SAM-SNDR estimates the policy value using state-action marginal importance weighting. Following SOPE (Yuan et al., 2021), we combine state-marginal importance weighting and \(k\)-step PDIS as follows.

\[\begin{split}\hat{J}_{\mathrm{SAM-SNDR}} (\pi; \mathcal{D}) &:= \frac{1}{n} \sum_{i=1}^n \sum_{a \in \mathcal{A}} \pi(a | s_0^{(t)}) \hat{Q}(s_0^{(t)}, a) \\ & \quad \quad + \sum_{i=1}^n \sum_{t=0}^{k-1} \gamma^t \frac{w_{0:t}^{(i)}}{\sum_{i'=1}^n w_{0:t}^{(i')}} \left( r_t^{(i)} + \gamma \sum_{a \in \mathcal{A}} \pi(a | s_t^{(i)}) \hat{Q}(s_{t+1}^{(i)}, a) - \hat{Q}(s_t^{(i)}, a_t^{(i)}) \right) \\ & \quad \quad + \sum_{i=1}^n \sum_{t=k}^{T-1} \gamma^t \frac{\rho(s_{t-k}^{(i)}, a_{t-k}^{(i)}) w_{t-k+1:t}^{(i)}}{\sum_{i'=1}^n \rho(s_{t-k}^{(i')}, a_{t-k}^{(i')}) w_{t-k+1:t}^{(i')}} \left( r_t^{(i)} + \gamma \sum_{a \in \mathcal{A}} \pi(a | s_t^{(i)}) \hat{Q}(s_{t+1}^{(i)}, a) - \hat{Q}(s_t^{(i)}, a_t^{(i)}) \right),\end{split}\]

SAM-SNDR is consistent when either the marginal importance weight or Q-function is estimated correctly. Moreover, SAM-SNDR reduces the variance caused by trajectory-wise or per-decision importance weighting by considering the marginal distribution across various timesteps.
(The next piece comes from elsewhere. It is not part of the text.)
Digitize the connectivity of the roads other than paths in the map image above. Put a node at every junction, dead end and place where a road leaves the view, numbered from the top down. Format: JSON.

There are several ways to estimate the state(-action) marginal importance weight such as Augmented Lagrangian Method (ALM) (Yang et al., 2020) and Minimax Weight Learning (MWL) (Uehara et al., 2020).

See also

The implementations of such weight learning methods are available at scope_rl.ope.weight_value_learning.
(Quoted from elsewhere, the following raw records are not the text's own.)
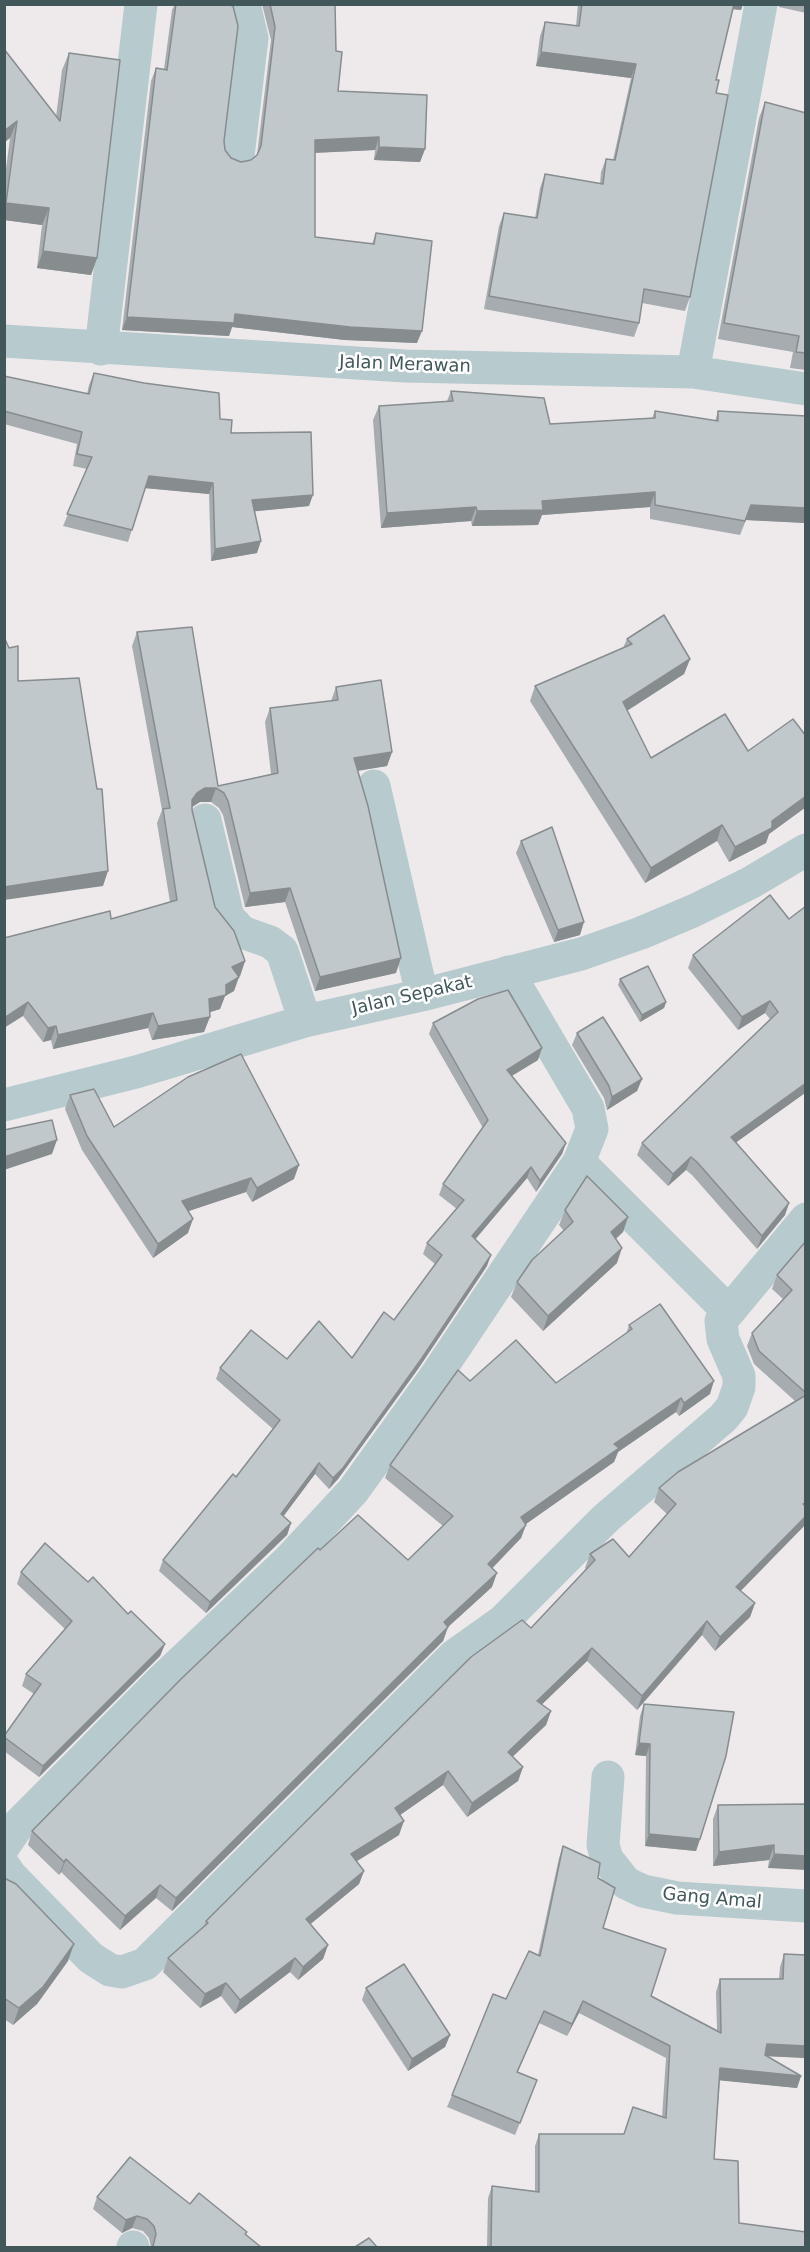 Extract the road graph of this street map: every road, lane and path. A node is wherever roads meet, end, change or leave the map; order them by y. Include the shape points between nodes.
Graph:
1 (141, 4) edge
2 (244, 4) edge
3 (761, 4) edge
4 (238, 156) dead end
5 (4, 341) edge
6 (101, 349) junction
7 (693, 372) junction
8 (806, 389) edge
9 (374, 786) dead end
10 (205, 820) dead end
11 (806, 850) edge
12 (508, 972) junction
13 (422, 995) junction
14 (305, 1020) junction
15 (4, 1106) edge
16 (579, 1162) junction
17 (806, 1219) edge
18 (728, 1311) junction
19 (608, 1777) dead end
20 (4, 1846) edge
21 (4, 1866) edge
22 (806, 1906) edge

1 - 6 street
2 - 4 street via 252,38
3 - 7 street
5 - 6 street, Jalan Merawan
6 - 7 street, Jalan Merawan via 405,366
7 - 8 street, Jalan Merawan
9 - 13 street
10 - 14 street via 228,917 237,929 282,951
11 - 12 street, Jalan Sepakat via 750,883 641,933 581,954
12 - 13 street, Jalan Sepakat
12 - 16 street via 588,1108 592,1129
13 - 14 street, Jalan Sepakat
14 - 15 street, Jalan Sepakat via 125,1075
16 - 18 street
16 - 20 street via 434,1380 353,1491 289,1560 163,1679 19,1824
17 - 18 street
18 - 21 street via 721,1332 739,1376 739,1387 723,1418 606,1518 503,1621 454,1656 145,1964 122,1971 110,1970 91,1958
19 - 22 street, Gang Amal via 603,1845 607,1859 626,1883 677,1898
Parameters:: estimator_name (str, default="sam_sndr") – Name of the estimator.

References

Christina J. Yuan, Yash Chandak, Stephen Giguere, Philip S. Thomas, and Scott Niekum. “SOPE: Spectrum of Off-Policy Estimators.” 2021.
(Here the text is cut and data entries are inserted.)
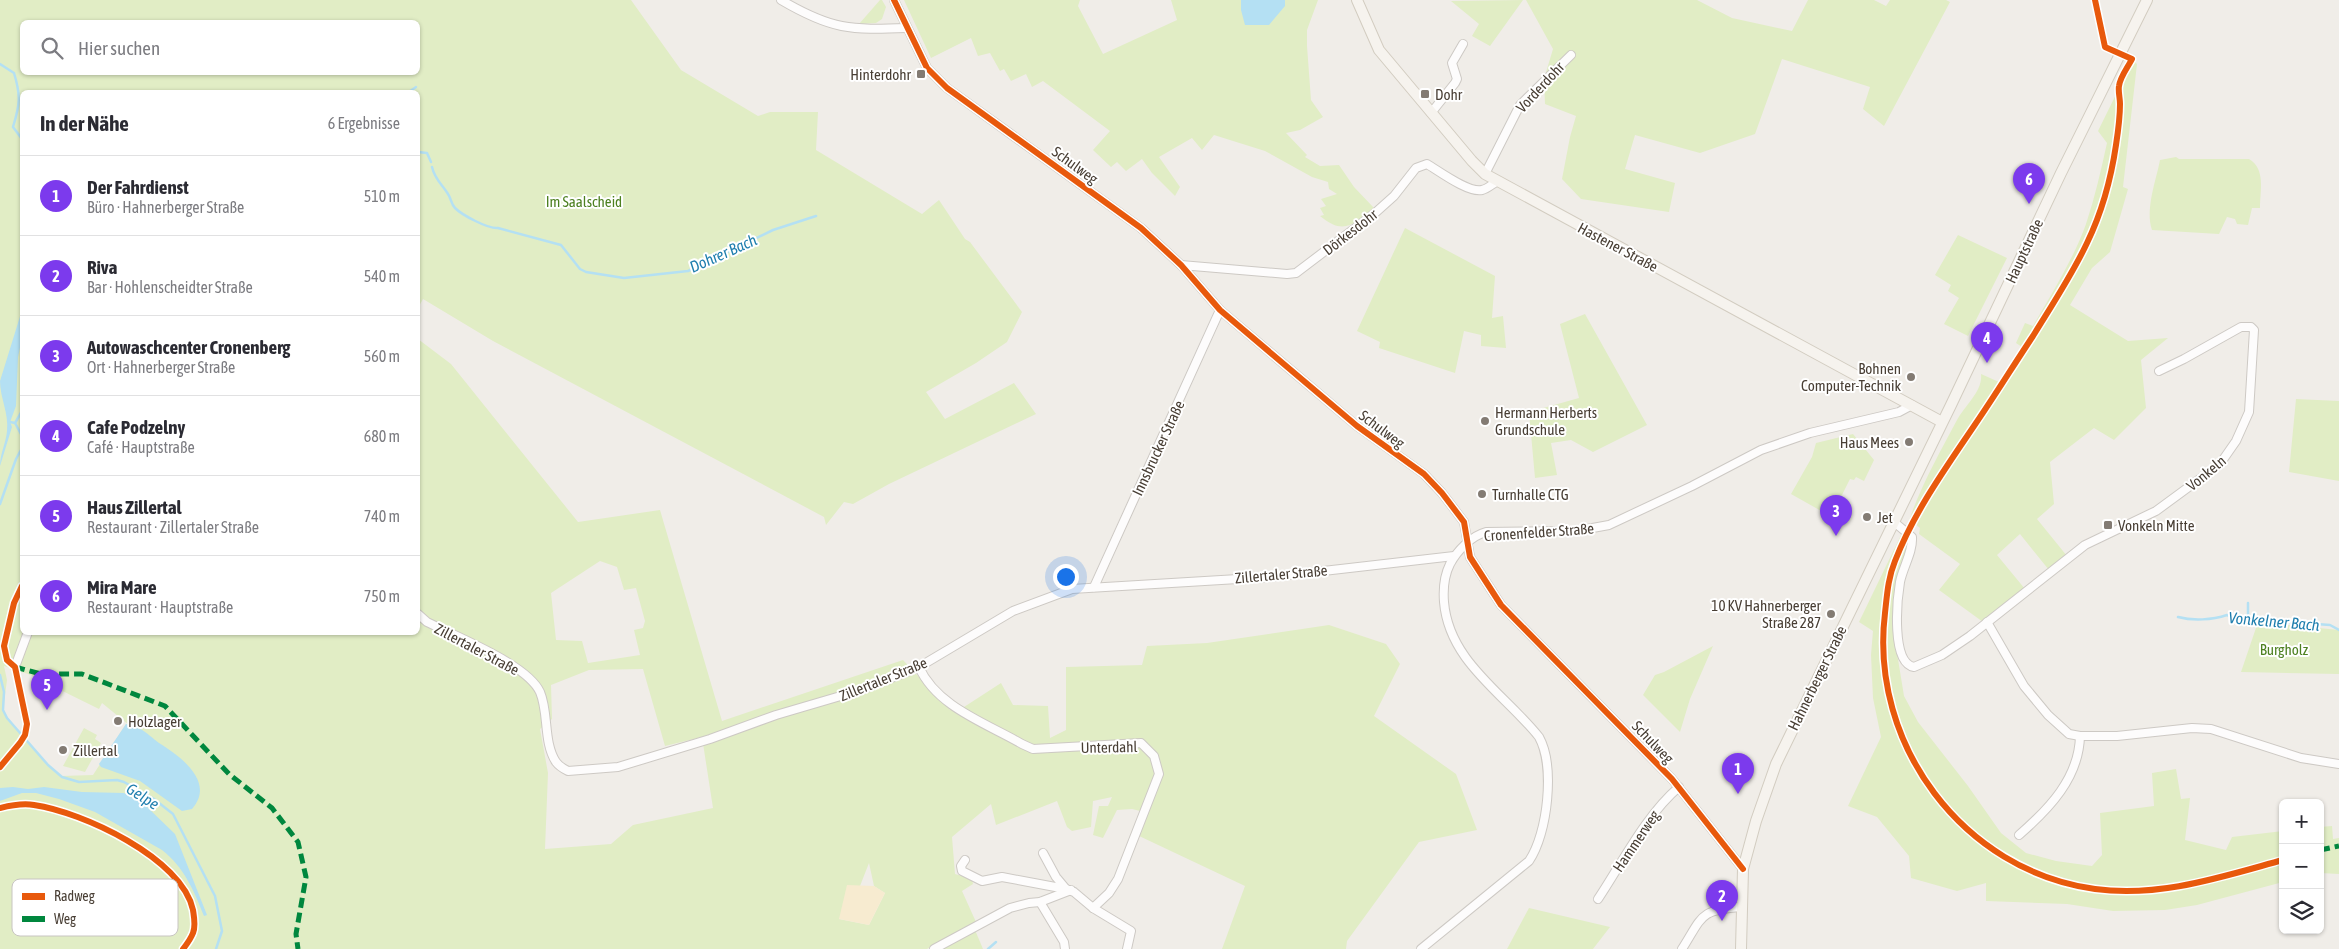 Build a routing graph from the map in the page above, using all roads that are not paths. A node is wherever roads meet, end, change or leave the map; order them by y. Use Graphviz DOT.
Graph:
graph roads {
  1 [pos="781,0"];
  2 [pos="894,0"];
  3 [pos="1357,0"];
  4 [pos="2147,0"];
  5 [pos="907,28"];
  6 [pos="1463,44"];
  7 [pos="1571,55"];
  8 [pos="1431,113"];
  9 [pos="1485,174"];
  10 [pos="1496,182"];
  11 [pos="1181,265"];
  12 [pos="1220,310"];
  13 [pos="2160,371"];
  14 [pos="1912,405"];
  15 [pos="1942,422"];
  16 [pos="1894,522"];
  17 [pos="1467,544"];
  18 [pos="1454,556"];
  19 [pos="1094,587"];
  20 [pos="420,616"];
  21 [pos="1987,622"];
  22 [pos="27,635"];
  23 [pos="15,667"];
  24 [pos="919,667"];
  25 [pos="2080,736"];
  26 [pos="2339,764"];
  27 [pos="1679,787"];
  28 [pos="2019,835"];
  29 [pos="1043,853"];
  30 [pos="965,860"];
  31 [pos="1743,869"];
  32 [pos="1069,890"];
  33 [pos="1598,899"];
  34 [pos="1040,902"];
  35 [pos="1741,907"];
  36 [pos="1093,908"];
  37 [pos="934,949"];
  38 [pos="1064,949"];
  39 [pos="1127,949"];
  40 [pos="1421,949"];
  41 [pos="1682,949"];
  42 [pos="1740,949"];
  1 -- 5 [label="street"];
  2 -- 5 [label="street"];
  3 -- 8 [label="main road, Hastener Straße"];
  4 -- 15 [label="main road, Hauptstraße"];
  5 -- 11 [label="street, Schulweg"];
  6 -- 8 [label="street"];
  7 -- 9 [label="street, Vorderdohr"];
  8 -- 9 [label="main road, Hastener Straße"];
  9 -- 10 [label="main road, Hastener Straße"];
  10 -- 11 [label="street, Dörkesdohr"];
  10 -- 14 [label="main road, Hastener Straße"];
  11 -- 12 [label="street, Schulweg"];
  12 -- 17 [label="street, Schulweg"];
  12 -- 19 [label="street, Innsbrucker Straße"];
  13 -- 21 [label="street, Vonkeln"];
  14 -- 15 [label="main road, Hastener Straße"];
  14 -- 17 [label="street, Cronenfelder Straße"];
  15 -- 16 [label="main road, Hahnerberger Straße"];
  16 -- 21 [label="street, Vonkeln"];
  16 -- 31 [label="main road, Hahnerberger Straße"];
  17 -- 18 [label="street, Cronenfelder Straße"];
  17 -- 27 [label="street, Schulweg"];
  18 -- 19 [label="street, Zillertaler Straße"];
  18 -- 40 [label="street, Cronenfelder Straße"];
  19 -- 24 [label="street, Zillertaler Straße"];
  20 -- 24 [label="street, Zillertaler Straße"];
  21 -- 25 [label="street"];
  22 -- 23 [label="street"];
  24 -- 36 [label="street, Unterdahl"];
  25 -- 26 [label="street"];
  25 -- 28 [label="street"];
  27 -- 31 [label="street, Schulweg"];
  27 -- 33 [label="street, Hammerweg"];
  29 -- 32 [label="street"];
  30 -- 32 [label="street"];
  31 -- 35 [label="main road, Hahnerberger Straße"];
  32 -- 34 [label="street"];
  32 -- 36 [label="street"];
  34 -- 37 [label="street"];
  34 -- 38 [label="street"];
  35 -- 41 [label="street"];
  35 -- 42 [label="main road, Hahnerberger Straße"];
  36 -- 39 [label="street"];
}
Masatoshi Uehara, Jiawei Huang, and Nan Jiang. “Minimax Weight and Q-Function Learning for Off-Policy Evaluation.” 2020.

Mengjiao Yang, Ofir Nachum, Bo Dai, Lihong Li, and Dale Schuurmans. “Off-Policy Evaluation via the Regularized Lagrangian.” 2020.

Nan Jiang and Lihong Li. “Doubly Robust Off-policy Value Evaluation for Reinforcement Learning.” 2016.

Philip S. Thomas and Emma Brunskill. “Data-Efficient Off-Policy Policy Evaluation for Reinforcement Learning.” 2016.

Methods

`estimate_interval`(n_step_pdis, ...[, gamma, ...])	Estimate the confidence interval of the policy value by nonparametric bootstrap.
`estimate_policy_value`(n_step_pdis, ...[, gamma])	Estimate the policy value of the evaluation policy.